Les turbulences politiques en ont un impact direct sur le secteur bancaire national. Après la dissolution de l’Assemblée nationale par Emmanuel Macron, suite à la percée de l’extrême droite aux élections européennes, les actions des grandes banques tricolores se sont littéralement effondrées en début de semaine.

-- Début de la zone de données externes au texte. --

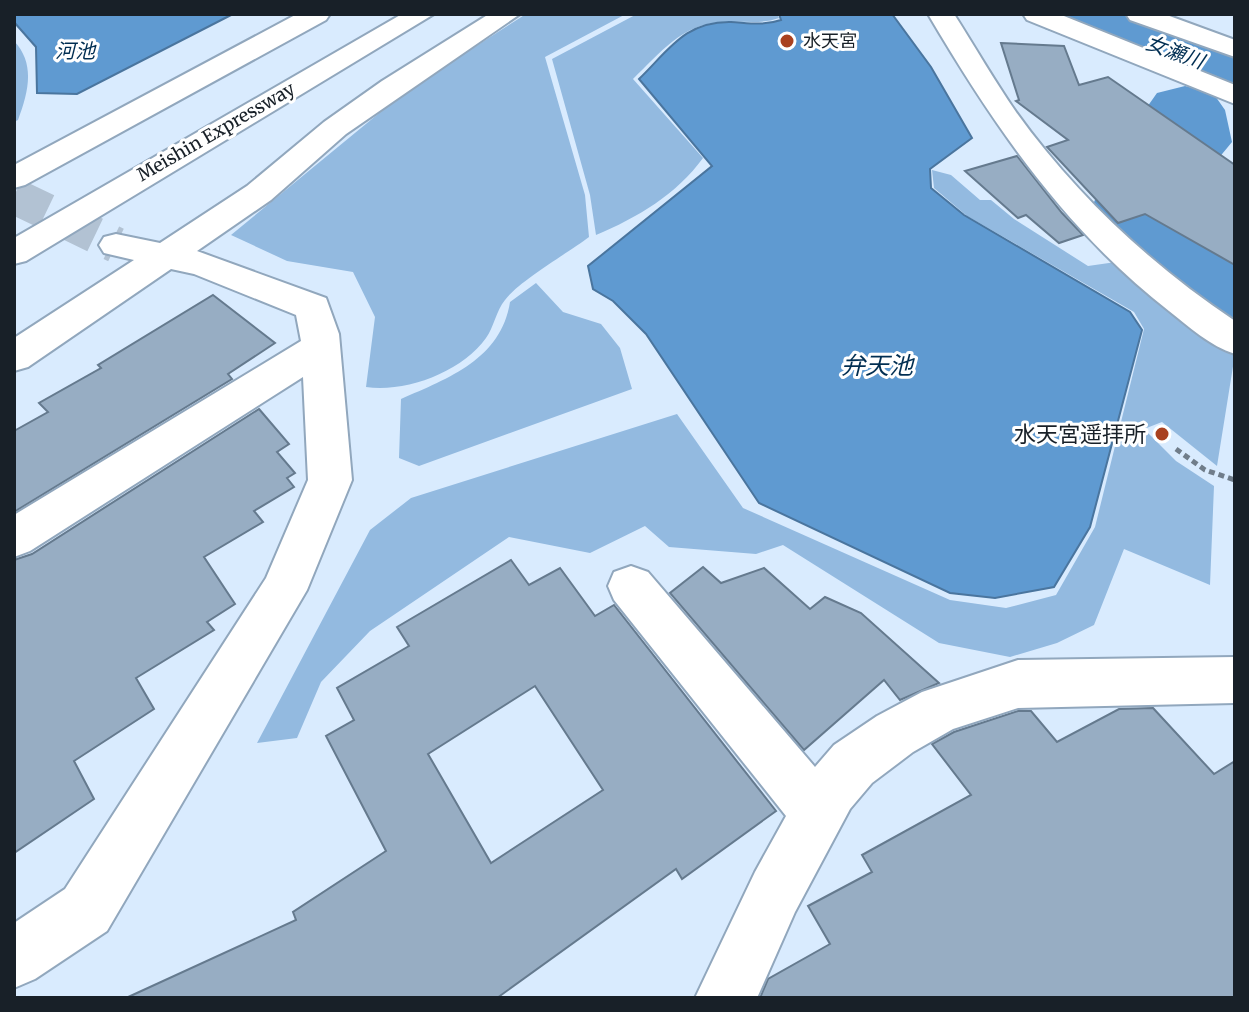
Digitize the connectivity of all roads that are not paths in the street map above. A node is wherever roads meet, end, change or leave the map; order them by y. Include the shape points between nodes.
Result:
1 (317, 14) edge
2 (421, 14) edge
3 (507, 14) edge
4 (941, 14) edge
5 (1036, 14) edge
6 (1139, 14) edge
7 (1235, 49) edge
8 (1235, 95) edge
9 (14, 178) edge
10 (116, 245) tunnel mouth
11 (14, 253) edge
12 (168, 256) junction
13 (1235, 340) edge
14 (321, 347) junction
15 (14, 357) edge
16 (14, 538) edge
17 (631, 586) dead end
18 (1235, 680) edge
19 (819, 813) junction
20 (14, 958) edge
21 (726, 998) edge

1 - 9 main road
2 - 11 main road, Meishin Expressway
3 - 12 main road via 392,87 259,193
4 - 13 main road via 1036,158 1133,261
5 - 8 main road
6 - 7 main road
10 - 12 main road
12 - 14 main road via 203,264 313,307
12 - 15 main road
14 - 16 main road
14 - 20 main road via 330,480 284,590 86,910
17 - 19 main road
18 - 19 main road via 1018,684 982,693 940,709 853,764
19 - 21 main road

Les actions des grandes banques françaises ont subi un véritable krach boursier cette semaine, perdant plus de 20% de leur valeur en seulement deux jours. Les titres de BNP Paribas, les actions Crédit Agricole et Société Générale se sont effondrés suite à la dissolution surprise de l’Assemblée nationale par Emmanuel Macron, après la percée de l’extrême droite aux élections européennes.
Cette instabilité politique a engendré d’importantes craintes économiques pour la , où ces banques sont fortement exposées via leurs portefeuilles obligataires. En effet, la hausse des taux français à 3,2%, bien supérieure aux 0,55% allemands, a dévalorisé leurs détentions d’obligations souveraines. De plus, le risque de politiques interventionnistes de la part des partis populistes, avec taxes et restrictions sur les dividendes, pèse lourdement sur les perspectives du secteur bancaire tricolore. Acheter action BNP Paribas, acheter action Crédit Agricole, acheter action Société Générale sont désormais des choix risqués dans ce contexte incertain.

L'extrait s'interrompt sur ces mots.